複数の相続人がいる中で、遺産の中に不動産が含まれていた場合、それを相続するにはいくつもやり方があります。土地だけならばそれぞれの持ち分に従って単純に分割するのが最も分かりやすい方法ではありますが、そこに住宅やアパートなどが建っていればそうも行きません。全員で共有する、特定の誰かが単独で相続する代わりに他の人には相応の現金を支払うなど、協議したうえで承継の方法を決める必要があります。また、協議が整ったとしても、その結果に基づいて登記簿をきちんと整備しておかないと、後々でトラブルの原因となってしまいます。

たとえば共有することになった不動産のうち、特定の相続人が自分の持ち分だけを第三者に売り渡したりした場合などには、登記されていなければ売却された持ち分割合が正確かどうかについて争いが生じるおそれがあります。

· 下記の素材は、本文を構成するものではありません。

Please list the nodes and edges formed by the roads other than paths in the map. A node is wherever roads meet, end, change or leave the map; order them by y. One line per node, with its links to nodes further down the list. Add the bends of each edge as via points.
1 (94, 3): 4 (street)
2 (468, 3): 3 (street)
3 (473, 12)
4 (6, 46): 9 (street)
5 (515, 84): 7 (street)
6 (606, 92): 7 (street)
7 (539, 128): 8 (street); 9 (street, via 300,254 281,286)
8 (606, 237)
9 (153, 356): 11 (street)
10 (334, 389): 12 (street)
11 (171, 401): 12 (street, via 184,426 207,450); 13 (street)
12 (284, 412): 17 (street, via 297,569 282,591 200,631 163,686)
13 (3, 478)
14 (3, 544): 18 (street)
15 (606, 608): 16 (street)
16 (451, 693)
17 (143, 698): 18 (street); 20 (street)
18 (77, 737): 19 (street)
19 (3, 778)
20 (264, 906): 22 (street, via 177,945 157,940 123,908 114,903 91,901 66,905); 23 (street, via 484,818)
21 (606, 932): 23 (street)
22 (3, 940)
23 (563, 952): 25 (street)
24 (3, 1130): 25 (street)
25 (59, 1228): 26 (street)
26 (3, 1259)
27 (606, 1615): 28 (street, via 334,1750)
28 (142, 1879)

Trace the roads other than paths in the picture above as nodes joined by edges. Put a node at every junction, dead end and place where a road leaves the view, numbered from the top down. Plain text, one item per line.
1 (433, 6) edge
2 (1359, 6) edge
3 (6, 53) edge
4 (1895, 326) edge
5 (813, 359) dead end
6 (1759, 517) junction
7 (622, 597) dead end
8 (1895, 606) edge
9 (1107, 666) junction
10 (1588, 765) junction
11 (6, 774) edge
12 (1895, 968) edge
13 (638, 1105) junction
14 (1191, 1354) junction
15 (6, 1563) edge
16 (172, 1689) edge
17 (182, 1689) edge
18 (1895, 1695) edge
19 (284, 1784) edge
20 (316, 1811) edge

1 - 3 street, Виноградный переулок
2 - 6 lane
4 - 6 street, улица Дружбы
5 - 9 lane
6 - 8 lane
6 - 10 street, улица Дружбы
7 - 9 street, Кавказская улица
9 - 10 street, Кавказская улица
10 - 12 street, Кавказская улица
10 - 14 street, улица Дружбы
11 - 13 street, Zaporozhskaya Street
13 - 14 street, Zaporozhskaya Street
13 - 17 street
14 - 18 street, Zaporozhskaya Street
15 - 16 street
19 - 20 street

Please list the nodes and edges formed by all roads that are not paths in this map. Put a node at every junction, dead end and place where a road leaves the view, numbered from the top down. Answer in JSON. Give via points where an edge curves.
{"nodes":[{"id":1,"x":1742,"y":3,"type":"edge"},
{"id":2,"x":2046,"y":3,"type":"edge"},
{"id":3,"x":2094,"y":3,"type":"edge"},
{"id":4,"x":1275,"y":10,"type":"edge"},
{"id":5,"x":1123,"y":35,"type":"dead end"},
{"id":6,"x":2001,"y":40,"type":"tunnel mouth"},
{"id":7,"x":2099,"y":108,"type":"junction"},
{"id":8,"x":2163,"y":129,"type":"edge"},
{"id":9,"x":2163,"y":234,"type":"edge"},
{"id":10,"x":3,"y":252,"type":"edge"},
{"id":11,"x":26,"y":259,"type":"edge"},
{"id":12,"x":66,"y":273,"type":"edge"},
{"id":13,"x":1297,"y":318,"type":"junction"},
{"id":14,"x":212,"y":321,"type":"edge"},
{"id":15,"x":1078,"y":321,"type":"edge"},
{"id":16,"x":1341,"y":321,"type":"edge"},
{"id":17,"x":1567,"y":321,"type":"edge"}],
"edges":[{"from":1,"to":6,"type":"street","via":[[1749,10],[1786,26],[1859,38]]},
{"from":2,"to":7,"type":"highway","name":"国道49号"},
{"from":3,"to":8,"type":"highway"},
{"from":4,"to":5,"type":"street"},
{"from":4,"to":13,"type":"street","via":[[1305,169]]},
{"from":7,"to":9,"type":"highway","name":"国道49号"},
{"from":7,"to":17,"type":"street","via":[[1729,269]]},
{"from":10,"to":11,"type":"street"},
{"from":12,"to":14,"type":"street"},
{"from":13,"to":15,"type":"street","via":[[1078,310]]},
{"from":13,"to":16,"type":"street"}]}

こうしたことから、不動産を相続した時はできるだけすみやかに登記を申請することが重要です。所有者の名義を被相続人から相続人に変更することを相続登記といいますが、この相続登記を正確に行っておけば、相続人同士のトラブルを避けられるだけでなく、第三者への対抗要件も備えることができます。とはいえ、相続登記の手続きはかなり複雑なので、正確を期すには司法書士などの専門家に依頼するのが賢明です。

依頼するには費用が必要となりますが、不動産そのものが数百万、数千万円という高い価値を持つものですから、その価値を保全するのにそれなりの負担は必要です。具体的な費用の額は物件の評価額や相続人の数などによって変動しますが、ごく一般的なレベルの個人住宅を2~3人で相続する場合、司法書士へ相続登記を依頼した場合の費用総額は20~25万円程度になります。